Since the health plan offered by the UUA uses a nationwide network of providers and is controlled by the UUA, the plan is completely portable within the US . Ministers and other staff who take positions in new locales will not lose their insurance, although they will want to find a new primary care physician. Even your ID card goes with you when you move—it's recognized nationwide.
The UUA plan also covers urgent and critical care anywhere in the world.
In addition to the decisions that individuals have to make about the UUA health plan, congregational leaders must make some decisions.
The first responsibility of congregational leaders is to make sure that all eligible staff know about the plan. We have made every effort to reach people directly, but there are some staff for whom we may not have addresses.
Your second responsibility is to discuss with your Board how your congregation will approach funding health insurance. We encourage all congregations to contribute at least 80% of the cost for this Plan for employees, and at least 50% of the cost for additional family members, and we understand that for some that will be a goal, not a first year reality. We encourage you to be creative—think about how the January startup might impact only half your fiscal year; think about prorating your contributions based on hours worked. Your District Compensation Consultants and the UUA Health Plan Office are available to help you work through this planning.

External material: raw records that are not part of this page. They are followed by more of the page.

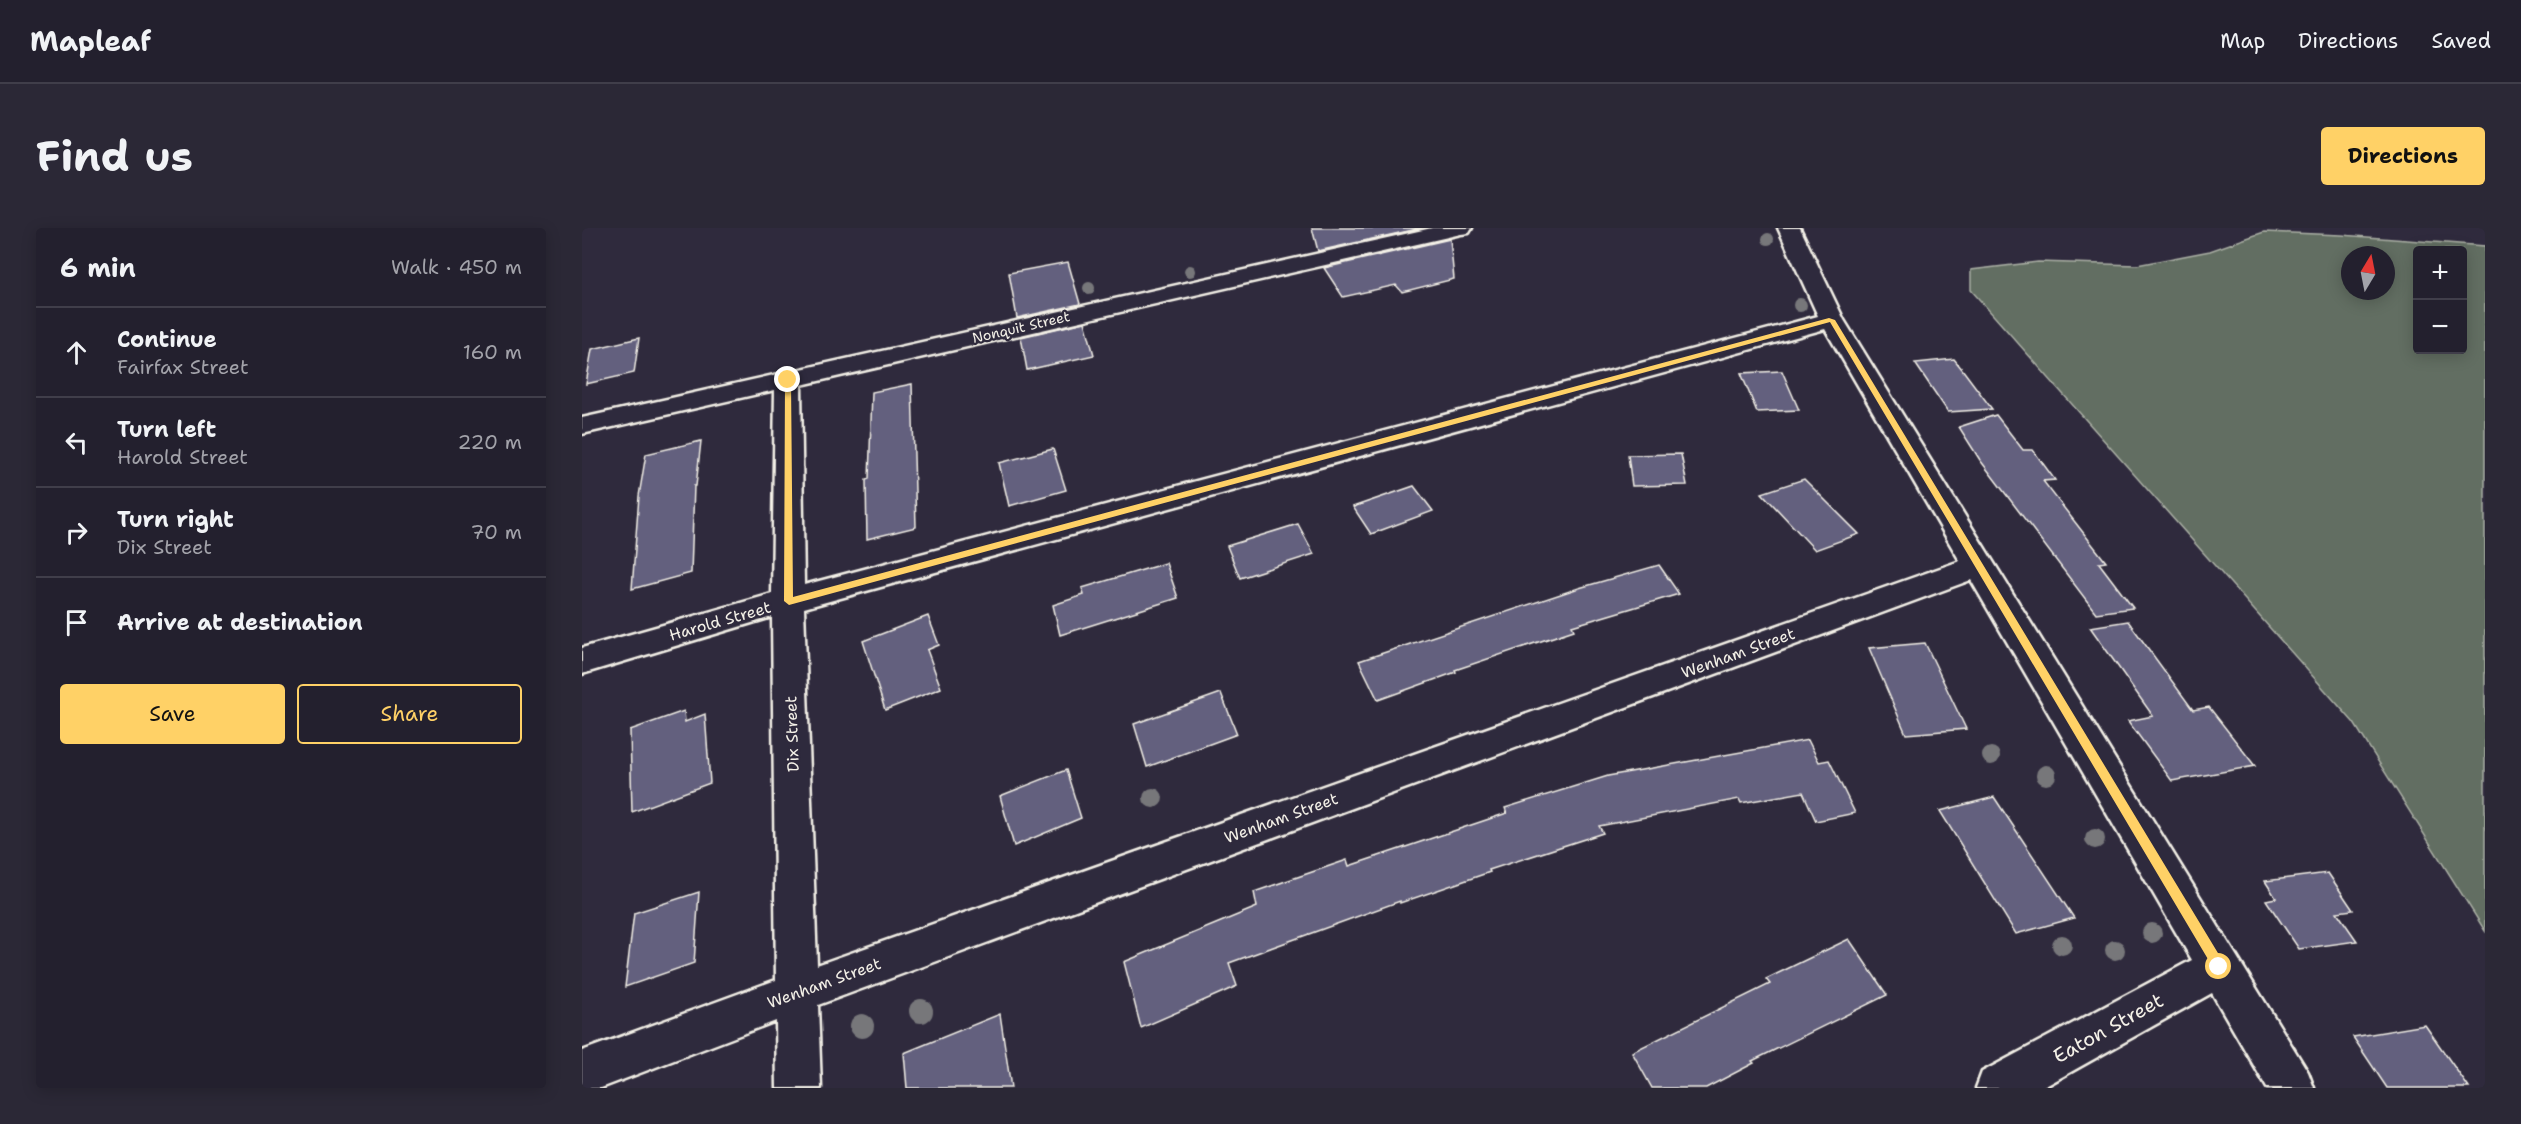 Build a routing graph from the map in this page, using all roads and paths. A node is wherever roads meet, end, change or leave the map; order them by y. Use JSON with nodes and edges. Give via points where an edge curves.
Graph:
{"nodes":[{"id":1,"x":1461,"y":228,"type":"edge"},
{"id":2,"x":1789,"y":228,"type":"edge"},
{"id":3,"x":1832,"y":320,"type":"junction"},
{"id":4,"x":788,"y":380,"type":"junction"},
{"id":5,"x":582,"y":426,"type":"edge"},
{"id":6,"x":1981,"y":565,"type":"junction"},
{"id":7,"x":789,"y":601,"type":"junction"},
{"id":8,"x":582,"y":661,"type":"edge"},
{"id":9,"x":2219,"y":967,"type":"junction"},
{"id":10,"x":799,"y":992,"type":"junction"},
{"id":11,"x":582,"y":1073,"type":"edge"},
{"id":12,"x":799,"y":1088,"type":"edge"},
{"id":13,"x":1998,"y":1088,"type":"edge"},
{"id":14,"x":2292,"y":1088,"type":"edge"}],
"edges":[{"from":1,"to":4,"type":"street","name":"Nonquit Street"},
{"from":2,"to":3,"type":"street"},
{"from":3,"to":6,"type":"street"},
{"from":3,"to":7,"type":"street","name":"Harold Street"},
{"from":4,"to":5,"type":"street","name":"Nonquit Street"},
{"from":4,"to":7,"type":"street","name":"Dix Street"},
{"from":6,"to":9,"type":"street"},
{"from":6,"to":10,"type":"street","name":"Wenham Street"},
{"from":7,"to":8,"type":"street","name":"Harold Street"},
{"from":7,"to":10,"type":"street","name":"Dix Street"},
{"from":9,"to":13,"type":"street","name":"Eaton Street"},
{"from":9,"to":14,"type":"street"},
{"from":10,"to":11,"type":"street","name":"Wenham Street"},
{"from":10,"to":12,"type":"street","name":"Dix Street"}]}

Beyond letting people know what their options are and evaluating your funding options, your next steps depend on whether or not your church has a contract for a group insurance plan. If not, if your congregation simply allows staff to choose if and how they buy health insurance, nothing more is required. If your church does purchase some form of group coverage, here are some other things to consider:
- Cancelling current coverage. Group plans have contractual provisions for cancelling coverage. Typically, 30 days' notice is required, or you will be responsible for another month's premium. Make sure you read the policy provisions to be sure. Do not cancel your current policy until the UUA has notified congregations that we have reached our enrollment target and the Trustees have voted in October to have the plan go forward. Remember that the effective date for the UUA plan will be January 1, 2007, which may or may not match the anniversary date of your group insurance policy.
- Offering more than one plan to your employees. It may be possible to continue offering your current plan, with the UUA plan as an additional option, but it is likely to be difficult under the participation rules used by most insurance companies and HMOs (but not our plan). Most require that at least 80% of the employees eligible to participate actually join their plan, and there are some that will not agree to be offered alongside any other plan. To be sure, it's best to read your contract, and if you still have a question, contact your insurance company and ask them.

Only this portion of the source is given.